** DATASET EXCERPTS follows **
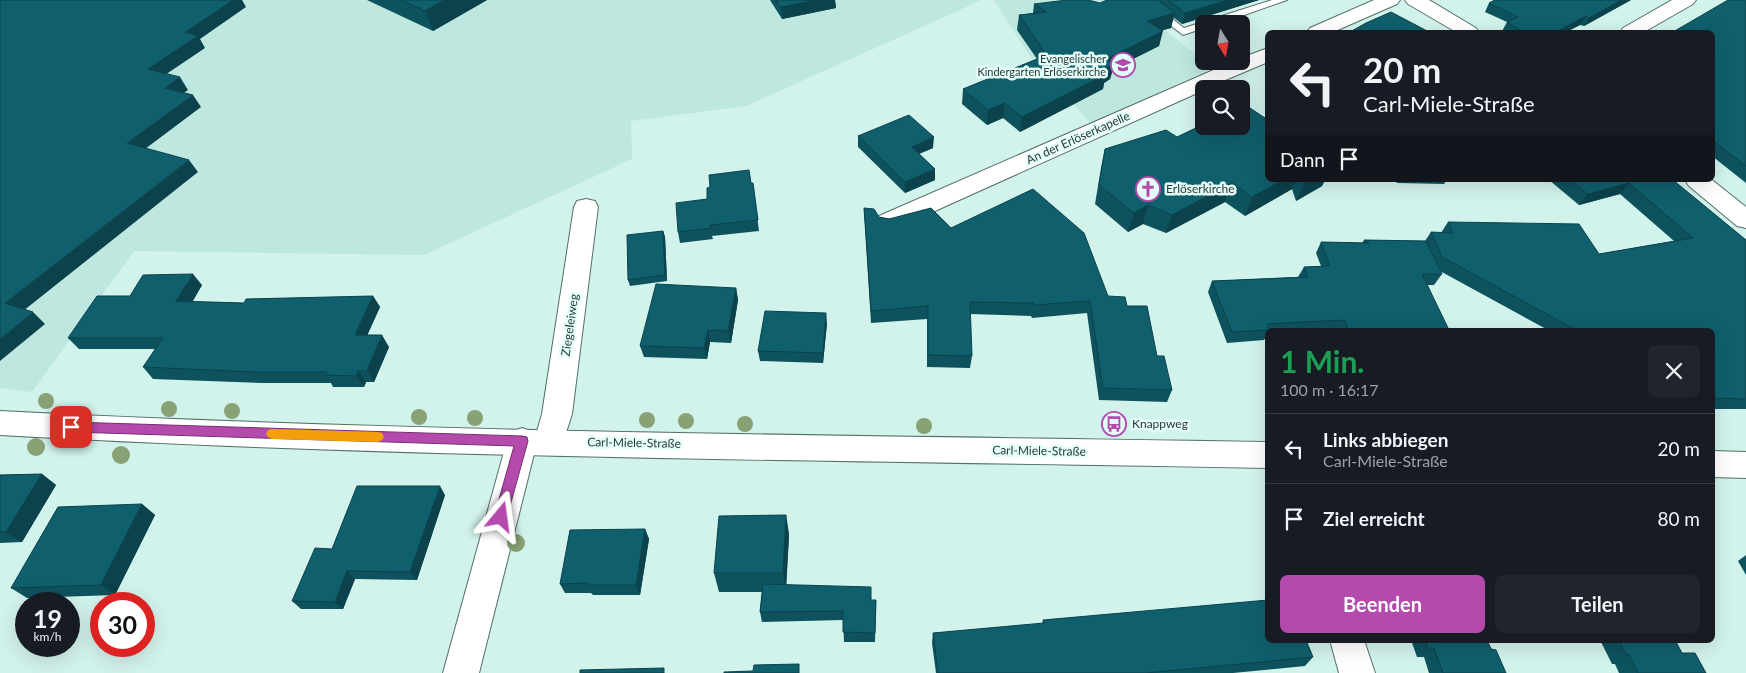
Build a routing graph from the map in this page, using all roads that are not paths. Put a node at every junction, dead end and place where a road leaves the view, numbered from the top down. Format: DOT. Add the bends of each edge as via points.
graph roads {
  1 [pos="1143,0"];
  2 [pos="1282,0"];
  3 [pos="1390,0"];
  4 [pos="1415,0"];
  5 [pos="1686,0"];
  6 [pos="1265,2"];
  7 [pos="1231,15"];
  8 [pos="1195,28"];
  9 [pos="1322,30"];
  10 [pos="1466,30"];
  11 [pos="1634,30"];
  12 [pos="1265,55"];
  13 [pos="1700,182"];
  14 [pos="586,207"];
  15 [pos="1746,219"];
  16 [pos="888,222"];
  17 [pos="0,423"];
  18 [pos="536,441"];
  19 [pos="1265,455"];
  20 [pos="1715,464"];
  21 [pos="1746,465"];
  22 [pos="1347,643"];
  23 [pos="461,673"];
  24 [pos="1357,673"];
  1 -- 8 [label="lane" via="1183,32"];
  2 -- 6 [label="lane"];
  3 -- 9 [label="street"];
  4 -- 10 [label="street"];
  5 -- 11 [label="street"];
  6 -- 7 [label="lane"];
  12 -- 16 [label="street, An der Erlöserkapelle"];
  13 -- 15 [label="street"];
  14 -- 18 [label="street, Ziegeleiweg" via="557,414"];
  17 -- 18 [label="street, Carl-Miele-Straße" via="129,430"];
  18 -- 19 [label="street, Carl-Miele-Straße"];
  18 -- 23 [label="street, Ziegeleiweg"];
  20 -- 21 [label="street"];
  22 -- 24 [label="street"];
}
** End of DATASET EXCERPTS **
— BRIEF —
Copy every entry above exactly as it stands, but leave the pictures out.

— ANSWER TO THIS TASK —
Build a routing graph from the map in this page, using all roads that are not paths. Put a node at every junction, dead end and place where a road leaves the view, numbered from the top down. Format: DOT. Add the bends of each edge as via points.
graph roads {
  1 [pos="1143,0"];
  2 [pos="1282,0"];
  3 [pos="1390,0"];
  4 [pos="1415,0"];
  5 [pos="1686,0"];
  6 [pos="1265,2"];
  7 [pos="1231,15"];
  8 [pos="1195,28"];
  9 [pos="1322,30"];
  10 [pos="1466,30"];
  11 [pos="1634,30"];
  12 [pos="1265,55"];
  13 [pos="1700,182"];
  14 [pos="586,207"];
  15 [pos="1746,219"];
  16 [pos="888,222"];
  17 [pos="0,423"];
  18 [pos="536,441"];
  19 [pos="1265,455"];
  20 [pos="1715,464"];
  21 [pos="1746,465"];
  22 [pos="1347,643"];
  23 [pos="461,673"];
  24 [pos="1357,673"];
  1 -- 8 [label="lane" via="1183,32"];
  2 -- 6 [label="lane"];
  3 -- 9 [label="street"];
  4 -- 10 [label="street"];
  5 -- 11 [label="street"];
  6 -- 7 [label="lane"];
  12 -- 16 [label="street, An der Erlöserkapelle"];
  13 -- 15 [label="street"];
  14 -- 18 [label="street, Ziegeleiweg" via="557,414"];
  17 -- 18 [label="street, Carl-Miele-Straße" via="129,430"];
  18 -- 19 [label="street, Carl-Miele-Straße"];
  18 -- 23 [label="street, Ziegeleiweg"];
  20 -- 21 [label="street"];
  22 -- 24 [label="street"];
}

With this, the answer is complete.